# GOAL OF THE EXERCISE
Omit the pictures, then reproduce every remaining record exactly.

(Stored data entries)
------------------------------------------------------------

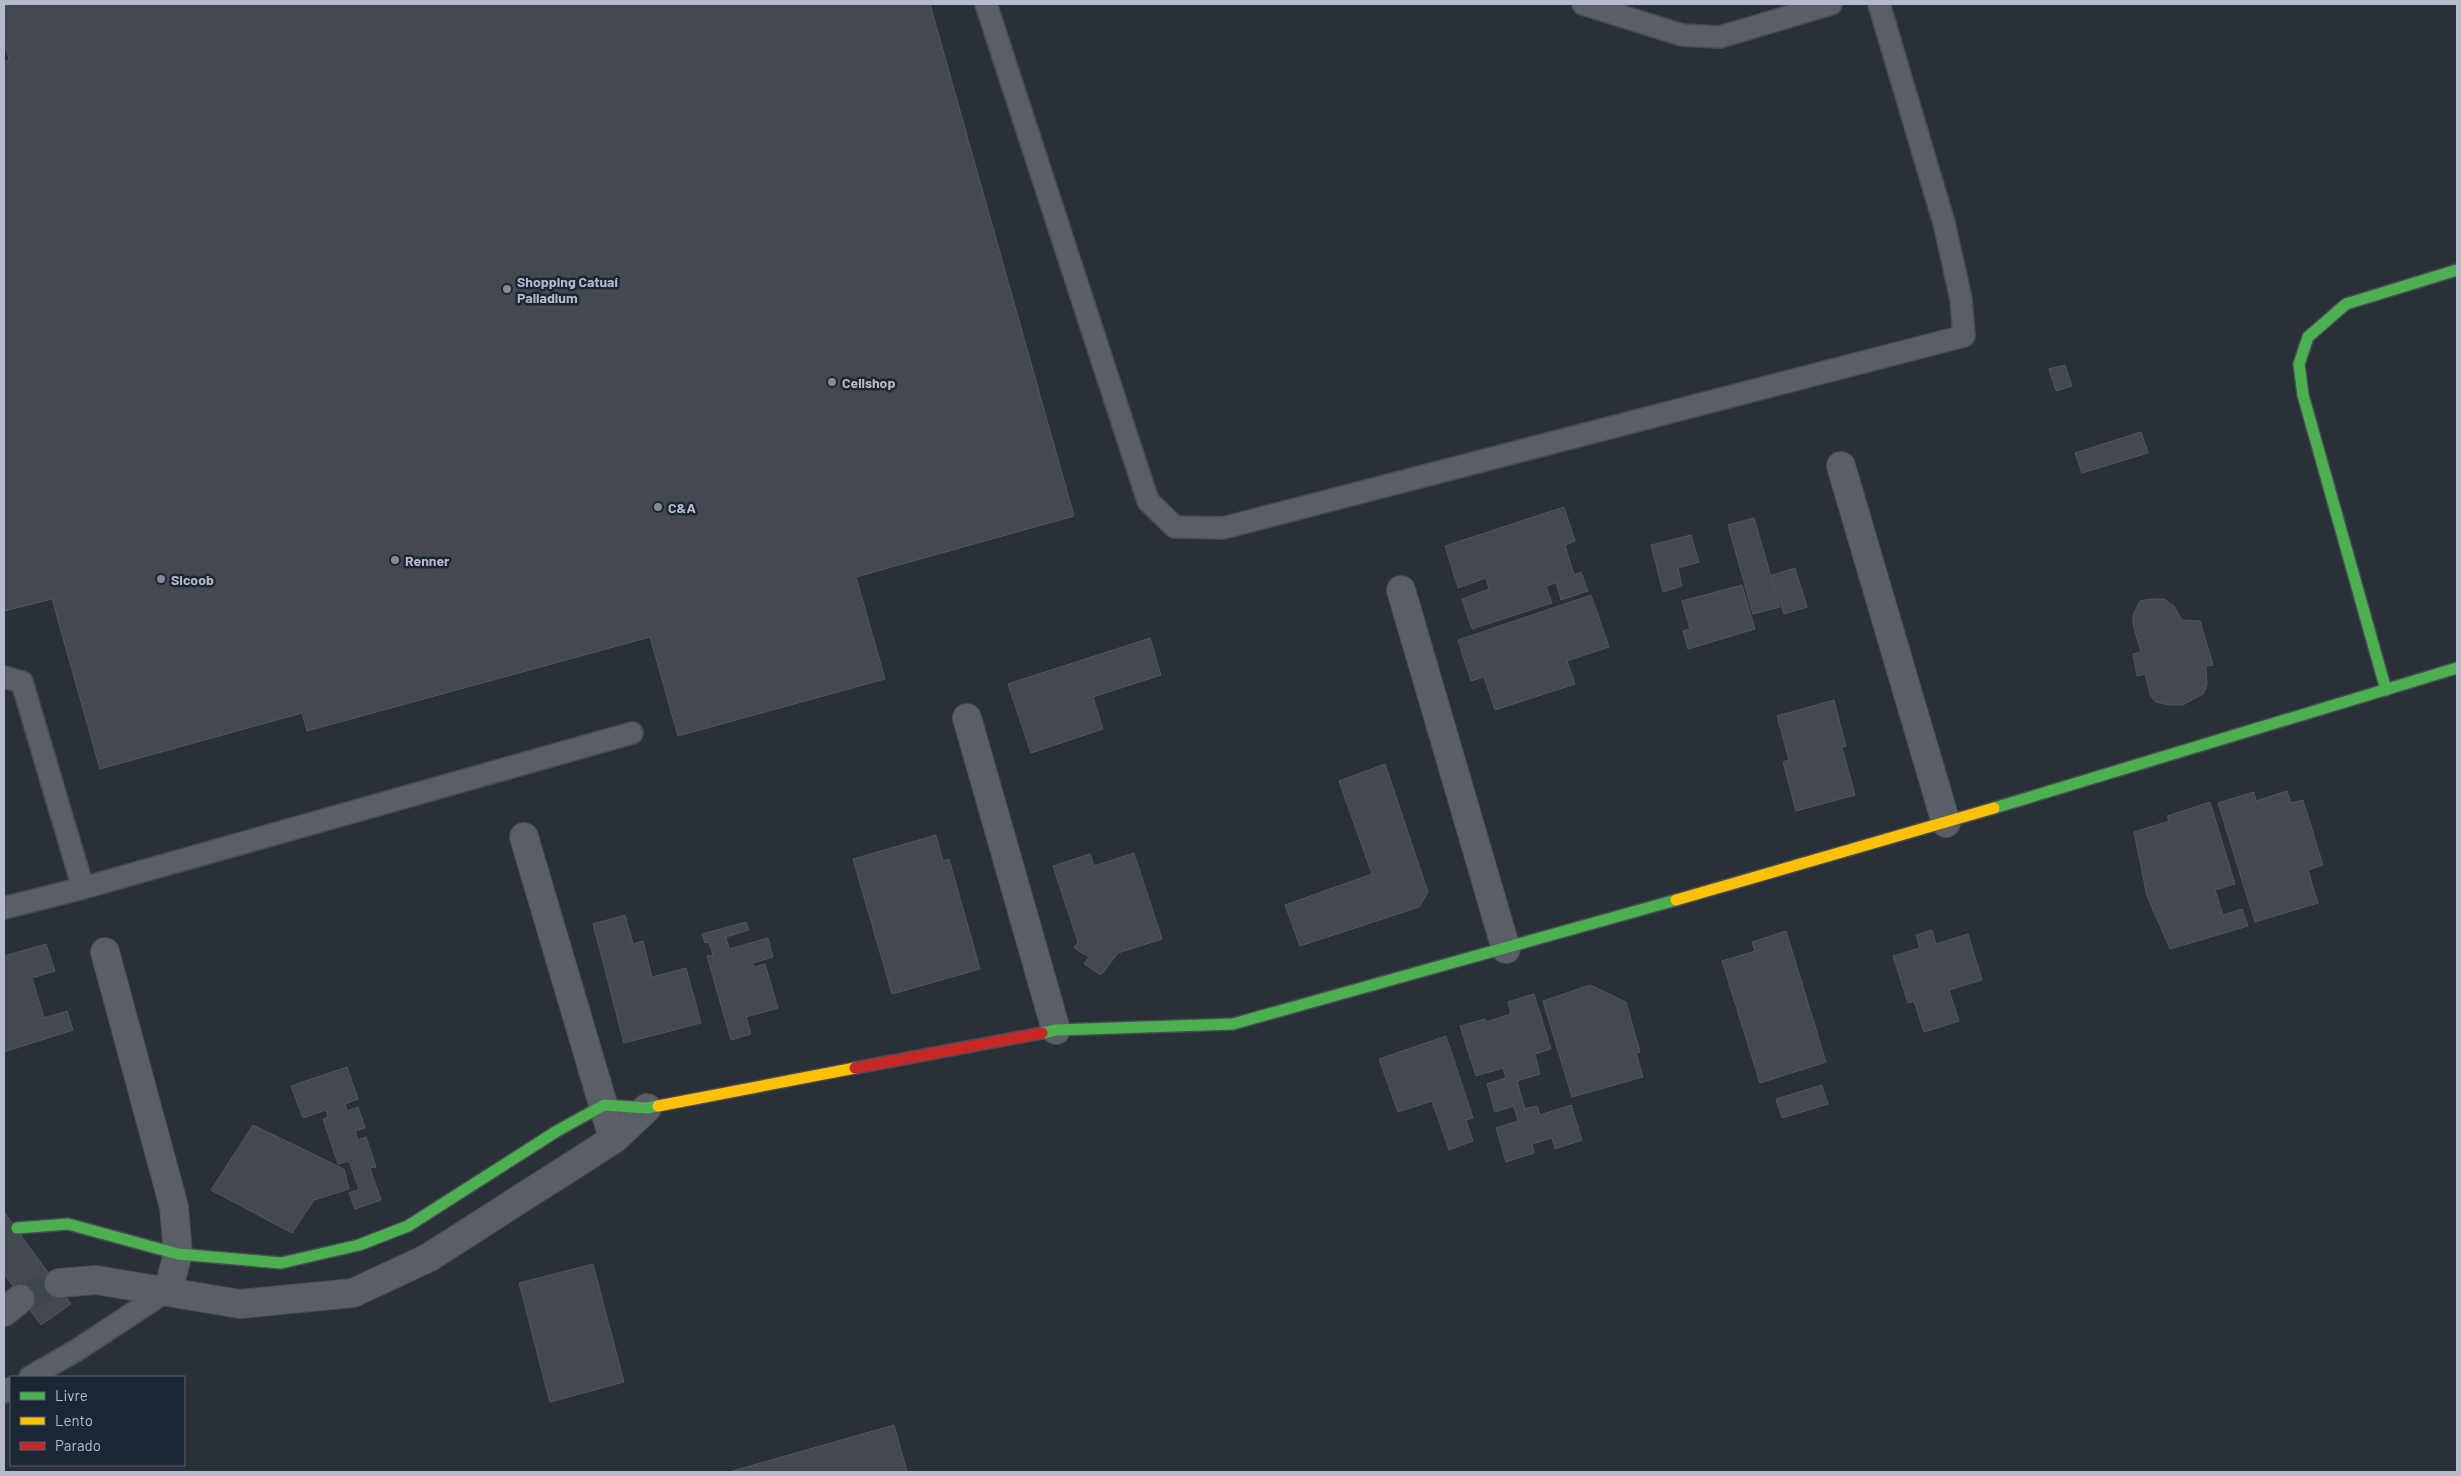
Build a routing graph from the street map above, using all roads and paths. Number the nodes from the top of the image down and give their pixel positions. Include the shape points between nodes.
1 (986, 4) edge
2 (1583, 4) edge
3 (1831, 4) edge
4 (1879, 4) edge
5 (2457, 270) edge
6 (1841, 466) dead end
7 (1401, 590) dead end
8 (2457, 668) edge
9 (4, 678) edge
10 (2386, 690) junction
11 (967, 718) dead end
12 (632, 733) dead end
13 (1946, 823) junction
14 (524, 837) dead end
15 (82, 888) junction
16 (4, 908) edge
17 (1506, 949) junction
18 (105, 952) dead end
19 (1056, 1030) junction
20 (604, 1105) junction
21 (647, 1108) junction
22 (614, 1139) junction
23 (17, 1228) dead end
24 (178, 1254) junction
25 (59, 1283) tunnel mouth
26 (168, 1290) junction
27 (32, 1376) edge

1 - 4 lane via 1148,501 1175,527 1223,528 1964,336 1961,300 1944,224
2 - 3 lane via 1682,35 1720,36
5 - 10 street via 2346,304 2308,337 2299,364 2303,395
6 - 13 street
7 - 17 street
8 - 10 street
9 - 15 lane via 22,682
10 - 13 street
11 - 19 street
12 - 15 lane
13 - 17 street
14 - 20 street
15 - 16 lane
17 - 19 street via 1232,1024
18 - 24 street via 174,1207
19 - 21 street
20 - 21 street
20 - 22 street
20 - 24 street via 408,1226 359,1246 280,1263
21 - 22 street
22 - 26 street via 428,1258 353,1293 240,1304
23 - 24 street via 68,1224
24 - 26 street
25 - 26 street via 96,1280
26 - 27 lane via 78,1350

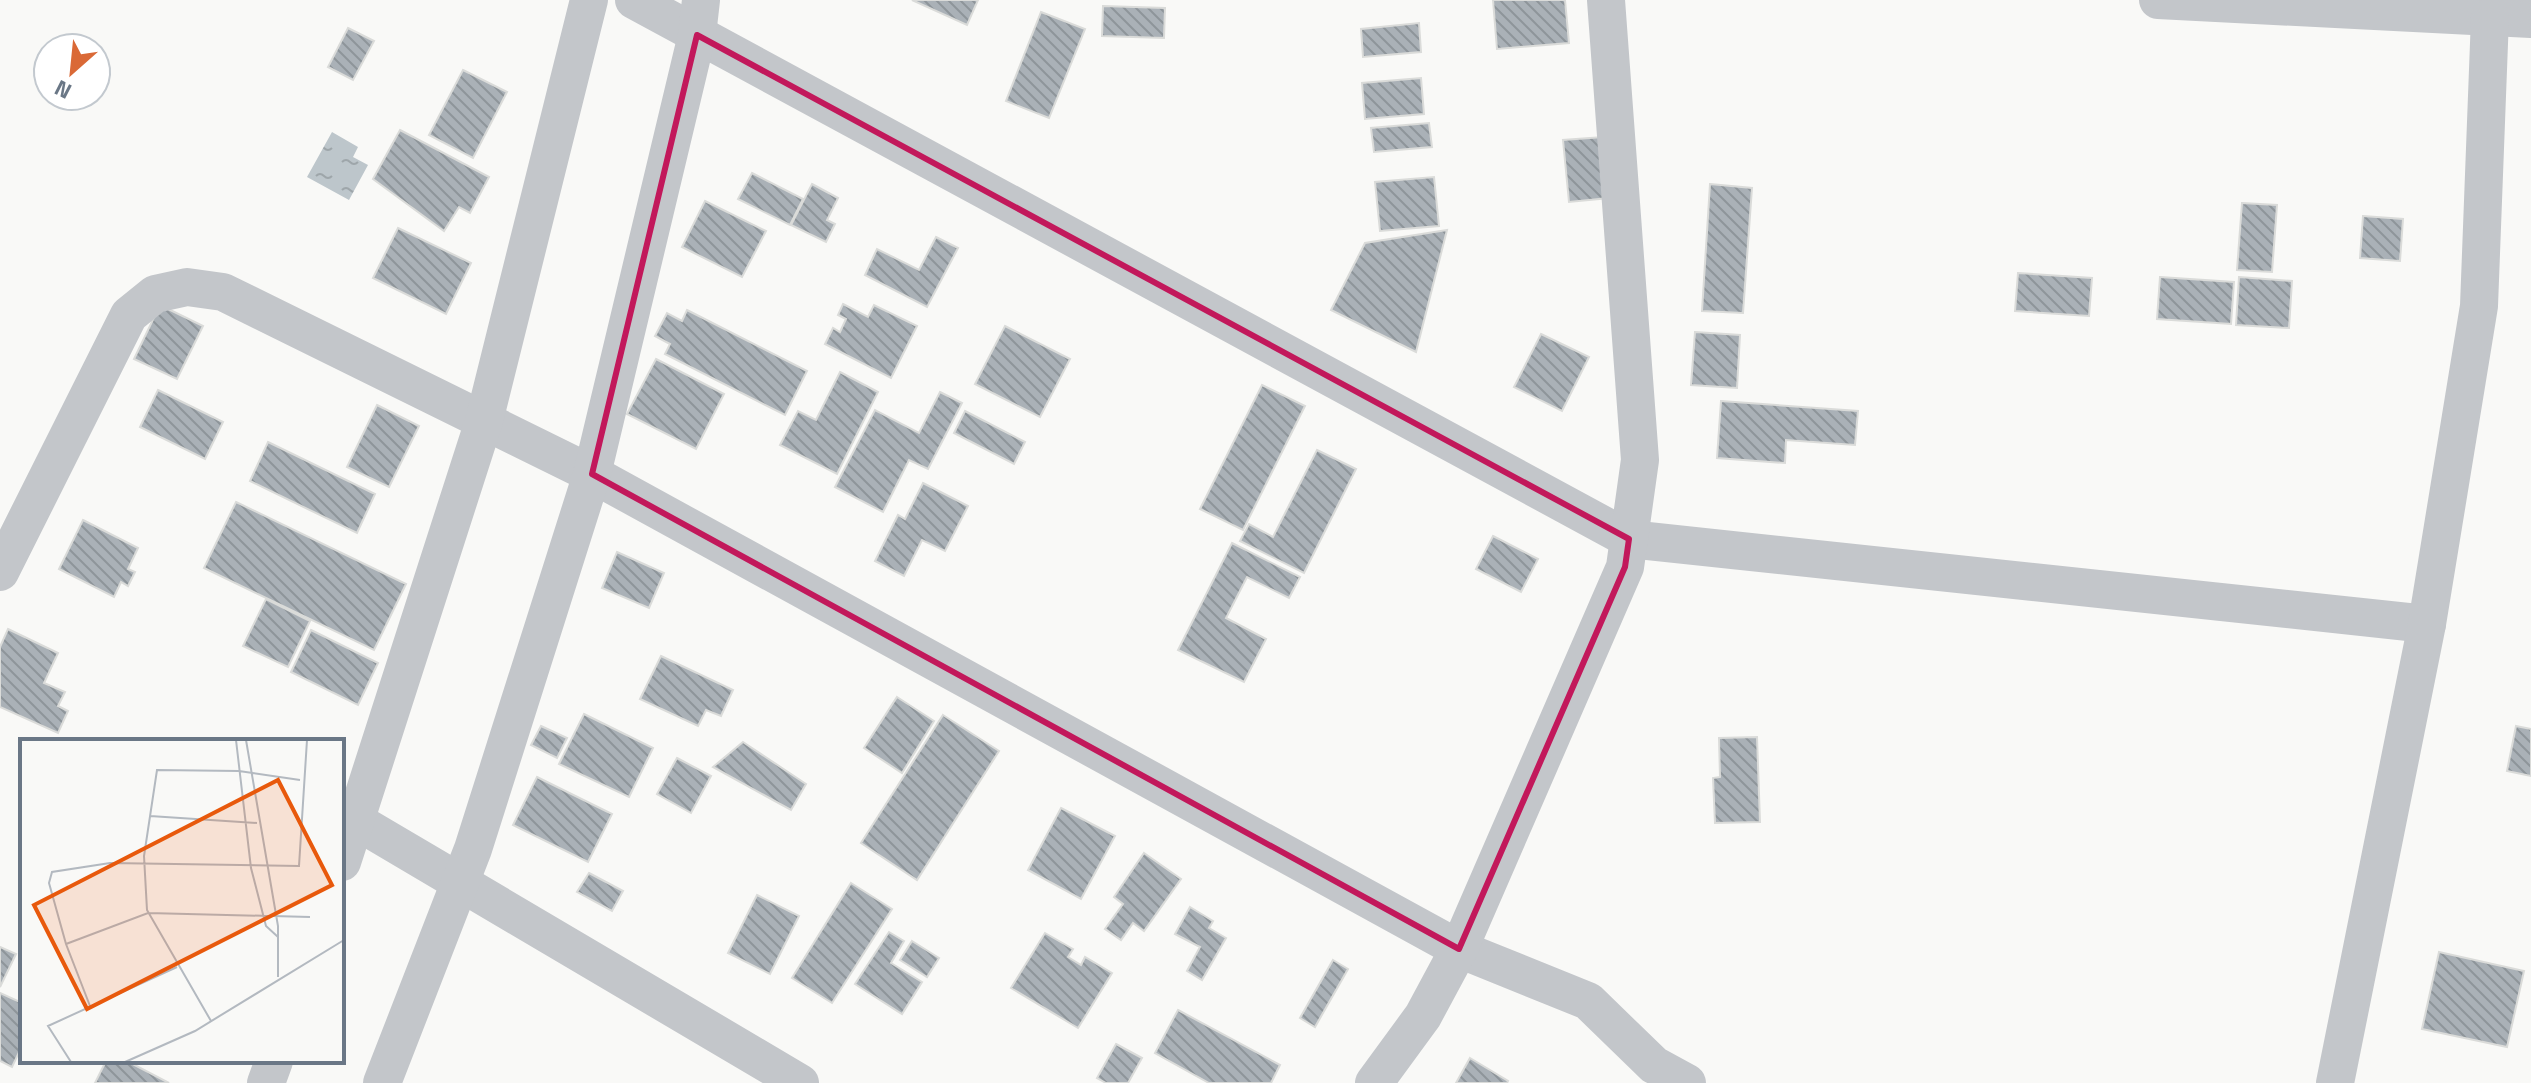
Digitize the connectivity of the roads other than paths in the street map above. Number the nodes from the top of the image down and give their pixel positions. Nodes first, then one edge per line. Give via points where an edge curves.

------------------------------------------------------------

# ANSWER
Build a routing graph from the street map above, using all roads and paths. Number the nodes from the top of the image down and give their pixel positions. Include the shape points between nodes.
1 (986, 4) edge
2 (1583, 4) edge
3 (1831, 4) edge
4 (1879, 4) edge
5 (2457, 270) edge
6 (1841, 466) dead end
7 (1401, 590) dead end
8 (2457, 668) edge
9 (4, 678) edge
10 (2386, 690) junction
11 (967, 718) dead end
12 (632, 733) dead end
13 (1946, 823) junction
14 (524, 837) dead end
15 (82, 888) junction
16 (4, 908) edge
17 (1506, 949) junction
18 (105, 952) dead end
19 (1056, 1030) junction
20 (604, 1105) junction
21 (647, 1108) junction
22 (614, 1139) junction
23 (17, 1228) dead end
24 (178, 1254) junction
25 (59, 1283) tunnel mouth
26 (168, 1290) junction
27 (32, 1376) edge

1 - 4 lane via 1148,501 1175,527 1223,528 1964,336 1961,300 1944,224
2 - 3 lane via 1682,35 1720,36
5 - 10 street via 2346,304 2308,337 2299,364 2303,395
6 - 13 street
7 - 17 street
8 - 10 street
9 - 15 lane via 22,682
10 - 13 street
11 - 19 street
12 - 15 lane
13 - 17 street
14 - 20 street
15 - 16 lane
17 - 19 street via 1232,1024
18 - 24 street via 174,1207
19 - 21 street
20 - 21 street
20 - 22 street
20 - 24 street via 408,1226 359,1246 280,1263
21 - 22 street
22 - 26 street via 428,1258 353,1293 240,1304
23 - 24 street via 68,1224
24 - 26 street
25 - 26 street via 96,1280
26 - 27 lane via 78,1350

Digitize the connectivity of the roads other than paths in the street map above. Number the nodes from the top of the image down and give their pixel positions. Nodes first, then one edge per line. Give via points where an edge curves.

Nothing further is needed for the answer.